From August 2 to 4, I attended the Interfaith Youth Core’s Leadership Institute in Chicago on behalf of the CRGC. I found myself surrounded by hundreds of fellow students who all came to the Institute to figure out what achieving religious pluralism could mean. It was an eye-opening experience! The Institute began with Interfaith Youth Core founder Eboo Patel delivering a powerful keynote in which he emphasized the idea of a potluck, where every community brings their distinct beliefs to the table, as metaphor for interfaith dialogue.
For portions of the Institute, I chose a track called “Drawing Others into Religious Pluralism.” Here, coaches challenged participants to address disagreements amongst one another in a respectful manner. One moment that really stuck out to me during the sessions was our discussion of the statement, “empathy is not endorsement.” I learned that a key to discussing differences with one another is to understand where the other person is coming from. Opposing viewpoints are often inevitable, and with the world increasingly becoming more diverse, we need to be more cognizant of others’ backgrounds and learn from each other in order to avoid conflicts.

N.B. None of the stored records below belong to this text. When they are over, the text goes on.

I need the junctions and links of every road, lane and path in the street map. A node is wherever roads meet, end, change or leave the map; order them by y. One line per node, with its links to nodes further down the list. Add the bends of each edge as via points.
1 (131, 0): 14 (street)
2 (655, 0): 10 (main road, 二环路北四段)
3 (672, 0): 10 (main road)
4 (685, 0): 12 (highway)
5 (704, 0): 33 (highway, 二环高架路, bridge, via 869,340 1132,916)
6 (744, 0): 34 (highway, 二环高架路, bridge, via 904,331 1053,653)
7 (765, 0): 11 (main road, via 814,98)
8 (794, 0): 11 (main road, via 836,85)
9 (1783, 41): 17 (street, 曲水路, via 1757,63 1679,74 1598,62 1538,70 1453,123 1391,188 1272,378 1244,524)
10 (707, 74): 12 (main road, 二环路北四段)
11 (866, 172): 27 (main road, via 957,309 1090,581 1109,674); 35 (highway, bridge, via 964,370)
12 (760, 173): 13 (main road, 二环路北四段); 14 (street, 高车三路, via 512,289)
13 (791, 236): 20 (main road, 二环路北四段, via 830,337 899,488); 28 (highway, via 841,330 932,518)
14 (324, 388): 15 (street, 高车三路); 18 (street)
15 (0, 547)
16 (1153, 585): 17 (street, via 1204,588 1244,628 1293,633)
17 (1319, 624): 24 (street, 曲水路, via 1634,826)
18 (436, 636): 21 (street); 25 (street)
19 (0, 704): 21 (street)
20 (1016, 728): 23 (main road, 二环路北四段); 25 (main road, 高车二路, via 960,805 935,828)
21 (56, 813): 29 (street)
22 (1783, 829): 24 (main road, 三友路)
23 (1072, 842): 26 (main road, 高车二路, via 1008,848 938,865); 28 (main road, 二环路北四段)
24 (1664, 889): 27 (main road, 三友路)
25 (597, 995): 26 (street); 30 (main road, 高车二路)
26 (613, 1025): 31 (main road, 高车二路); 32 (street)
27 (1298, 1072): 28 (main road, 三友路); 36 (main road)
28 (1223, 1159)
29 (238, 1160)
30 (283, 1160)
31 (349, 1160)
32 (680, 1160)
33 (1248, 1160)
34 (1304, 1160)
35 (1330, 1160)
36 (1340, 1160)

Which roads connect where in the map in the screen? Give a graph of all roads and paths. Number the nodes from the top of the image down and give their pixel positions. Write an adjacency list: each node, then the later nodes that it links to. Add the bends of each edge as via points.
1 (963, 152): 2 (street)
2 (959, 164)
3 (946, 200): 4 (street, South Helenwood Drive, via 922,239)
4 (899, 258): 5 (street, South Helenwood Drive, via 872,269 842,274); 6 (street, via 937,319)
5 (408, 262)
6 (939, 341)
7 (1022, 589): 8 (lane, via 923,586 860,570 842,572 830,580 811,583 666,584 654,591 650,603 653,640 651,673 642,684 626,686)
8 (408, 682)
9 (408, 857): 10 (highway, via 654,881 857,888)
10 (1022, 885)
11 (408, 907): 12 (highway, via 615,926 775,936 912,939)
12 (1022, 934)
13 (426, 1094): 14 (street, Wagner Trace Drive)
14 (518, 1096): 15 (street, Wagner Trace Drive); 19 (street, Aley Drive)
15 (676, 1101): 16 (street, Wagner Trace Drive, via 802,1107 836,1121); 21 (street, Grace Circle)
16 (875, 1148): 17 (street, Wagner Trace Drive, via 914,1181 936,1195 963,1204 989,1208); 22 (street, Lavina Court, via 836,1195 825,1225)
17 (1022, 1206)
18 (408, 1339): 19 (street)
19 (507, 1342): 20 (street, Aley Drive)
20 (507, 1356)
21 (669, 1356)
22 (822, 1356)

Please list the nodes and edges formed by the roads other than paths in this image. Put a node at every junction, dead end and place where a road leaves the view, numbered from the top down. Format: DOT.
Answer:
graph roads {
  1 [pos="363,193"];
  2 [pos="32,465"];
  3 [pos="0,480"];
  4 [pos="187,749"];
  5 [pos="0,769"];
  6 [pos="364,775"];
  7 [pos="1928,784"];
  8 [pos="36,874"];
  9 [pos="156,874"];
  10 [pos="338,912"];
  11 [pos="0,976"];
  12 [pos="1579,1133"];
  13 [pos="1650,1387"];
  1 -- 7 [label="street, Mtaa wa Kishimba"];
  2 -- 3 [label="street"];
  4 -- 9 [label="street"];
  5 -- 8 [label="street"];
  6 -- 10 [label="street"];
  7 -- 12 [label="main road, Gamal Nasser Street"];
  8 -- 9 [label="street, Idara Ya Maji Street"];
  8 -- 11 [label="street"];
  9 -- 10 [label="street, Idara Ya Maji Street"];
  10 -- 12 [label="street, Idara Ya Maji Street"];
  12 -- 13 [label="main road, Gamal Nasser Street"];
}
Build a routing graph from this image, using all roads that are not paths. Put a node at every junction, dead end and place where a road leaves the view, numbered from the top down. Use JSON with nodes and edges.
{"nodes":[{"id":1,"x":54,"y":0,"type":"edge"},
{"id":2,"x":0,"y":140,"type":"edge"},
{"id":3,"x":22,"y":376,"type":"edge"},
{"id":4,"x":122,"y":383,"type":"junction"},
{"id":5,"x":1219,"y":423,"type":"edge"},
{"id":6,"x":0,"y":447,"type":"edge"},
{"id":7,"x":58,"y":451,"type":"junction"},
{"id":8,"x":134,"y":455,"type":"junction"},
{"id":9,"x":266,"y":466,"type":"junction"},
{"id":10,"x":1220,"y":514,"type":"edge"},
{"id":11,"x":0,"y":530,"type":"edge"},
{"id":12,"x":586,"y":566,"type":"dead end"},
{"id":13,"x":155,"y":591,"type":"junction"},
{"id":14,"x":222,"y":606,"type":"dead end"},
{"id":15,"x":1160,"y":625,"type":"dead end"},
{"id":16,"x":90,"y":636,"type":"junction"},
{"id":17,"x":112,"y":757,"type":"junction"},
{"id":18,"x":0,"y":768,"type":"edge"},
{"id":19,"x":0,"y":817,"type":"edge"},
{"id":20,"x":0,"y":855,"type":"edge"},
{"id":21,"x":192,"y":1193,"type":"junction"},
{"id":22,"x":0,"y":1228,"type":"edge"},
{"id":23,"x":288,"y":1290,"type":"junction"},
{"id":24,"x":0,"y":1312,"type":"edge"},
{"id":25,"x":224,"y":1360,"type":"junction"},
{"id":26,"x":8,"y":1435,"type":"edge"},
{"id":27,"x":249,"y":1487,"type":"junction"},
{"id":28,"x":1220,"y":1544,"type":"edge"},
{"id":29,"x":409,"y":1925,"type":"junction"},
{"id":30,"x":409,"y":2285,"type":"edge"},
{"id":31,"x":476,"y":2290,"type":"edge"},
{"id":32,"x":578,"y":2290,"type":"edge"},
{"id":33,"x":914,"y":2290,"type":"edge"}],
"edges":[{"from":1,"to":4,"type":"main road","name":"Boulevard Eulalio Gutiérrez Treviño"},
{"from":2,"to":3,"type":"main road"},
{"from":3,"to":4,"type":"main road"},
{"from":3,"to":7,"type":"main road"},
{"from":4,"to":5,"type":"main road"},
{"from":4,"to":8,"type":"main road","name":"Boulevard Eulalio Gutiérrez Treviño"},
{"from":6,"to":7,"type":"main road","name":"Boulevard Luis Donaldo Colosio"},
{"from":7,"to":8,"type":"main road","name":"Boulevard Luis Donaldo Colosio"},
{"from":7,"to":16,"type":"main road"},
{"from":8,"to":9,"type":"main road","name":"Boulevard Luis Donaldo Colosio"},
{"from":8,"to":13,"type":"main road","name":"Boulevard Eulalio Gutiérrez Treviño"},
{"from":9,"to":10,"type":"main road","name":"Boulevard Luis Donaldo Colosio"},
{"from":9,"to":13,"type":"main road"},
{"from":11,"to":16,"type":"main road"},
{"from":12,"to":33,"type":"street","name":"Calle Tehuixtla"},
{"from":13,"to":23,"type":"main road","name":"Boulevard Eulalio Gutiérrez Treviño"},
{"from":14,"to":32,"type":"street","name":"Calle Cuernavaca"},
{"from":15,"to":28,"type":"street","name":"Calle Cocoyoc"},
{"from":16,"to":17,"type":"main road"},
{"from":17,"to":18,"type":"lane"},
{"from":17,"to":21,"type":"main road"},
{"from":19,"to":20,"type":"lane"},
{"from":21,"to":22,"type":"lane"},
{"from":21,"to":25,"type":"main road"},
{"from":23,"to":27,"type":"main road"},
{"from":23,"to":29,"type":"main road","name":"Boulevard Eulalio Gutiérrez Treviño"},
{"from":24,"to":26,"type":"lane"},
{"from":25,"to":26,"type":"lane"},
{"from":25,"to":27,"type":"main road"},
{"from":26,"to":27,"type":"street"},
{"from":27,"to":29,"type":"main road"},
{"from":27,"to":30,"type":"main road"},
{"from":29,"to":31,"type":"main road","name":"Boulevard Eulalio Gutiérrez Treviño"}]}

Another activity that I enjoyed surrounded the skill of listening. We were asked to listen to somebody talk in our small groups for three minutes straight without interrupting them. This activity highlighted the power of being present, engaged, and letting people speak their minds to evade misunderstanding. Listening to one another is a critical, yet often overlooked, skill, and I am thankful I had the opportunity to enhance my listening abilities.
My favorite portion of the Leadership Institute was the “Unconference” session on day two, when I was able to go to different affinity groups based on what I most identified with or what I was interested in discussing more about. I really liked that the tables weren’t exclusively dedicated to faith groups, but gave us a chance to discuss how mental health, environmentalism, LGBTQ+, and politics intersect with interfaith topics. During this session, I interacted with individuals from vastly different backgrounds and learned about their diverse and sometimes complicated spiritual journeys. Furthermore, hearing personal stories from inspirational speakers at the conference made me aware of the multitude of ways interfaith leaders interact with their communities. It opened my eyes to the fact that, with the proper drive and dedication, anyone can be an interfaith leader and a catalyst for change in their communities.
Reflecting on the weekend, the Institute provided me the space to grow my passion for interfaith collaboration in the midst of many wonderfully open-minded people. Everybody has a voice, but what matters the most is how one utilizes it. I left Chicago with a deeper passion towards spreading interfaith dialogue and a desire to bring all that I learned back to Madison. I am so honored for having been able to attend this event, and I cannot wait for what the year holds!